Mittwoch, September 26, 2007

Das geschlossene Sakko

Es gibt Verhaltensregeln, und das ist gut so. Ohne wüssten nämlich viele nicht, was sich gehört, und würden nackt auf der Straße herumlaufen, Blumen in Gewehrkolben stecken und die NPD gründen. Ach nein, Moment, die NPD gibt es schon. Das stellt jetzt meine These auf den Kopf.

Jedenfalls gibt es außerdem Menschen, die Verhaltensregeln vergöttern und überall als zwingend ansehen, ohne dass es ihnen dafür darauf ankäme, ob die Regeln dann noch Sinn machen.

Die meisten Menschen haben keine Idee, wofür Knigge seine Benimmregeln geschrieben hat, und sie wären vermutlich empört, wenn man sie darauf hinwiese. So wie sie wahrscheinlich empört über alles Mögliche sind. Empörung ist überhaupt eins der besten Indizien von Dummheit. All das ändert natürlich nichts daran, dass Knigge sich sehr wohl etwas bei seinen Regeln gedacht hat, was viele von sich nicht behaupten können. Aber das wäre dann wohl auch doppelt gemoppelt. Oder so.

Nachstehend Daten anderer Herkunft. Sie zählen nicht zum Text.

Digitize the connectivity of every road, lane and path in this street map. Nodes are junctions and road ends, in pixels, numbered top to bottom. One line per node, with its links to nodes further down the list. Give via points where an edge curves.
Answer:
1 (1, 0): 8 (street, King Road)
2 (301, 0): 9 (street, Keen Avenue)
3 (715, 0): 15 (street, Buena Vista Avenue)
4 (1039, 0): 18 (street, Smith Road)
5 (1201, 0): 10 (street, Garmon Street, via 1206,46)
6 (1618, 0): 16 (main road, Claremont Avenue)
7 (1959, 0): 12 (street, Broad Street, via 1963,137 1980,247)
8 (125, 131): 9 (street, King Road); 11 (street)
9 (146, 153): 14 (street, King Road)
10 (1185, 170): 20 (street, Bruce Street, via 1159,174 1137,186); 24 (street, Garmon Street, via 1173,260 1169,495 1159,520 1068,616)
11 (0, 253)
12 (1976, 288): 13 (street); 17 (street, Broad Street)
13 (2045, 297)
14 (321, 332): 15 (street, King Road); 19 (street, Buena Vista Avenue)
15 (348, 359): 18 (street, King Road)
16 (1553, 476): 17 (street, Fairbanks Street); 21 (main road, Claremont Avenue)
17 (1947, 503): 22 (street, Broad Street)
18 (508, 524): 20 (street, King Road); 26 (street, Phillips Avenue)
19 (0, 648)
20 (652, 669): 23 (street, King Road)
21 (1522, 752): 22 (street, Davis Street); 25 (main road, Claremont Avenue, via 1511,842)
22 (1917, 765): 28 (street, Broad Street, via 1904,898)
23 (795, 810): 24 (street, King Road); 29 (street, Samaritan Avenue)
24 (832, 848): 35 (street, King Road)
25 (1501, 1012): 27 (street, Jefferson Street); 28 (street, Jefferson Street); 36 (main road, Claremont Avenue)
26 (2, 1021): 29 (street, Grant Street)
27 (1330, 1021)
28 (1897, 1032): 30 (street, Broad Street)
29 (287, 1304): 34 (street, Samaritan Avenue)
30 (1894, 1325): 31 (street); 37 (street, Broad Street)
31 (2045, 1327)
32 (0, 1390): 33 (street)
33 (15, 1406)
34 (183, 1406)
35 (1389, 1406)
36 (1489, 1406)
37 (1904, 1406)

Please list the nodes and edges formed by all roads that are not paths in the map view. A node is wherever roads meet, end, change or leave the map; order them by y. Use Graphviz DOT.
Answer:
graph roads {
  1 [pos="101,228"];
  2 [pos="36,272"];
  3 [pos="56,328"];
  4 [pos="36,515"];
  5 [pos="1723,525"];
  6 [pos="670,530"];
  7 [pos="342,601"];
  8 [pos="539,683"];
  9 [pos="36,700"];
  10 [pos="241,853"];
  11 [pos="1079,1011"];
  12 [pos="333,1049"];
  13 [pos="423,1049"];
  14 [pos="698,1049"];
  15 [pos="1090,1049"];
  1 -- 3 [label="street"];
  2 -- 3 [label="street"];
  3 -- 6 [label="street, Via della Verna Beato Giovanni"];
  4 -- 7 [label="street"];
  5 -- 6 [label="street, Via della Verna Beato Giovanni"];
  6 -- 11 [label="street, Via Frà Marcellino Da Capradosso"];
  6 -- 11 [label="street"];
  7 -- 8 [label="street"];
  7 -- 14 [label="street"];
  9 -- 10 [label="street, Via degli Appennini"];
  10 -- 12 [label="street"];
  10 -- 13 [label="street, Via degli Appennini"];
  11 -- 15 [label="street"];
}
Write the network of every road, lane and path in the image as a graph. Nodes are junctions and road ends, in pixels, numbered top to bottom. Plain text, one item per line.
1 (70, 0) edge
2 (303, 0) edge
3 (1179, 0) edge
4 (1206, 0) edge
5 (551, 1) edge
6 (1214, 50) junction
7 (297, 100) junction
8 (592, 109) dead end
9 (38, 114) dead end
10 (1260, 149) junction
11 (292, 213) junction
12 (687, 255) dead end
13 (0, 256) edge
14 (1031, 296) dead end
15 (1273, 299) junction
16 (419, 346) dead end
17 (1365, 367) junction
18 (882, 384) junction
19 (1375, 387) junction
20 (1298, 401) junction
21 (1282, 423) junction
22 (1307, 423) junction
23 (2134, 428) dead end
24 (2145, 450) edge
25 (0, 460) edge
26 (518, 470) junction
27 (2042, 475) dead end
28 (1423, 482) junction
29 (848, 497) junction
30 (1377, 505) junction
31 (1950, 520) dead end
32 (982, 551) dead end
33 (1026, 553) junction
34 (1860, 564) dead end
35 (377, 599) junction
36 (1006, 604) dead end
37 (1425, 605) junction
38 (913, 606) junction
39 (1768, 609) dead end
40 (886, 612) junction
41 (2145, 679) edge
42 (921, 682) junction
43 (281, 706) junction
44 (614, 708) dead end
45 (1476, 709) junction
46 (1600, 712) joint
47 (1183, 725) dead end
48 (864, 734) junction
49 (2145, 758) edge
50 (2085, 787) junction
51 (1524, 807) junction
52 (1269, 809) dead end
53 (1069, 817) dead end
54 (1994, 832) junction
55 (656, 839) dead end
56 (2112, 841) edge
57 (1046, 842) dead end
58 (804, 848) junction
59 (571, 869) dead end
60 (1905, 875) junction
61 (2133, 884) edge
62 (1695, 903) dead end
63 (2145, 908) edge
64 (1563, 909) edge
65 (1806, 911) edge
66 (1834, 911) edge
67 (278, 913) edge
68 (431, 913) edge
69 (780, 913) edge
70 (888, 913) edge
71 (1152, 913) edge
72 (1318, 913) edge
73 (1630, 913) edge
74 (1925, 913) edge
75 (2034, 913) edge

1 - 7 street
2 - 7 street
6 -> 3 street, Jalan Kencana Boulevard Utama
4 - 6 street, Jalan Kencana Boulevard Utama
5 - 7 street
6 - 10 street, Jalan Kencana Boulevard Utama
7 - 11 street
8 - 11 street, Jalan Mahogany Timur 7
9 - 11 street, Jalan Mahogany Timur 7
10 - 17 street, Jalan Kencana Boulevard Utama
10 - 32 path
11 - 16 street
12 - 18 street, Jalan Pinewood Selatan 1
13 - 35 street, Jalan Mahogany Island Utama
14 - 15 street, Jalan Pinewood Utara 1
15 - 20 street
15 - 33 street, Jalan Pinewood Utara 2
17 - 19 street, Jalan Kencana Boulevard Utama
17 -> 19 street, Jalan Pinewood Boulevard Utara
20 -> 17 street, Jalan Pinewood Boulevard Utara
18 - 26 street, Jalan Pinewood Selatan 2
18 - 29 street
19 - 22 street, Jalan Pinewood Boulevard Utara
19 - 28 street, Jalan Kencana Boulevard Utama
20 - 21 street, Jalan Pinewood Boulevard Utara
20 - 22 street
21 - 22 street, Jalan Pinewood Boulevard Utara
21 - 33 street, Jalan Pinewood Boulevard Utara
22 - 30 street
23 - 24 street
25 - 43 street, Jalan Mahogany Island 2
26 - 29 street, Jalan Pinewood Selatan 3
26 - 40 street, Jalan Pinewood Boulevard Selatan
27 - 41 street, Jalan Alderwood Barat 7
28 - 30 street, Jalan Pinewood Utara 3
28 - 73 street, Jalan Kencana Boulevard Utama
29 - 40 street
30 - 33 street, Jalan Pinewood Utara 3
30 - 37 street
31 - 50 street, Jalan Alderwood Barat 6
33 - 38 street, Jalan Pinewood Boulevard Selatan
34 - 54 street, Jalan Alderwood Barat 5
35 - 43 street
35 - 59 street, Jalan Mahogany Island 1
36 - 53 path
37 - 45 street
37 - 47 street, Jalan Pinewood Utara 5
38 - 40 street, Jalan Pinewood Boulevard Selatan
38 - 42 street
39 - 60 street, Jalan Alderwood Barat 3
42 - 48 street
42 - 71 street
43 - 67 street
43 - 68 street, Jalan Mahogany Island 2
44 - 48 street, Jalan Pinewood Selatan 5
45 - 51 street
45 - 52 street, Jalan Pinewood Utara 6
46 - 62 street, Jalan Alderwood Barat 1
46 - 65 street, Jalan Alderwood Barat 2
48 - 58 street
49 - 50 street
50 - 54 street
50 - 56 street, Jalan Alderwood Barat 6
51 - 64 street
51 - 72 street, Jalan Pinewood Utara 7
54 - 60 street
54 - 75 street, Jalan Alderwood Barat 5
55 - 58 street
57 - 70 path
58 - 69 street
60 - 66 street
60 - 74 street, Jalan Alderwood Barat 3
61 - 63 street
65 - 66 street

Heute jedenfalls hat ein Mitarbeiter des Büros Geburtstag, und wie das bei uns üblich ist, hat ihm das ganze Büro gratuliert, mit Sakko, Sekt und Handschlag. Das ist zwar ziemlich steif, aber hier so üblich. Deswegen mache ich das auch. Gutes Benehmen und so.

So stand ich, wie andere Kollegen auch, in der Runde, allerdings mit offenem Sakko. Eine Kollegin, deren Sakko ebenfalls offen war, wies mich und die anderen Kollegen darauf hin, dass das Sakko zu schließen sei, natürlich -- das macht sie immer so -- mit einem Lachen. War ja ein feierlicher Anlass, verstehste? Ich hielt das für einen Scherz, und als ich mein Sakko daraufhin nicht schloss, sagte sie in die Runde: "Ah, der Kollege hat meine Bemerkung für einen Scherz gehalten." Mir war nicht nach Diskussion, und ich schloss meinen mittleren Sakkoknopf. Für Sie gilt die Regel nicht; sie ist eine Frau, und jeder weiß, dass Frauen ihre Sakkoknöpfe niemals schließen. Dann müssen nämlich blinde Kinder in Bangladesh sterben. Das wollen wir aber nicht; denn die müssen schließlich für einen Hungerlohn in Fabrikhallen eingesperrt die verranzten Karoflanellwesten für Motorradlesben zusammenklöppeln.

Ich wollte zum Geburtstag gratulieren, und mir ist völlig unklar, wie die Geschlossenheit meines Sakkos dazu beitragen sollte, dass meine Glückwünsche ehrlicher oder besser wirken. Vermutlich sollte das geschlossene Sakko eher die Übergeordnetheit demonstrieren oder so.
Jedenfalls fühlte sich die Kollegin wohl in ihrer Rolle als Sittenwächterin bestätigt. Das war gerade noch einmal gut gegangen. Nicht auszudenken, wohin das offene Sakko sonst noch geführt hätte.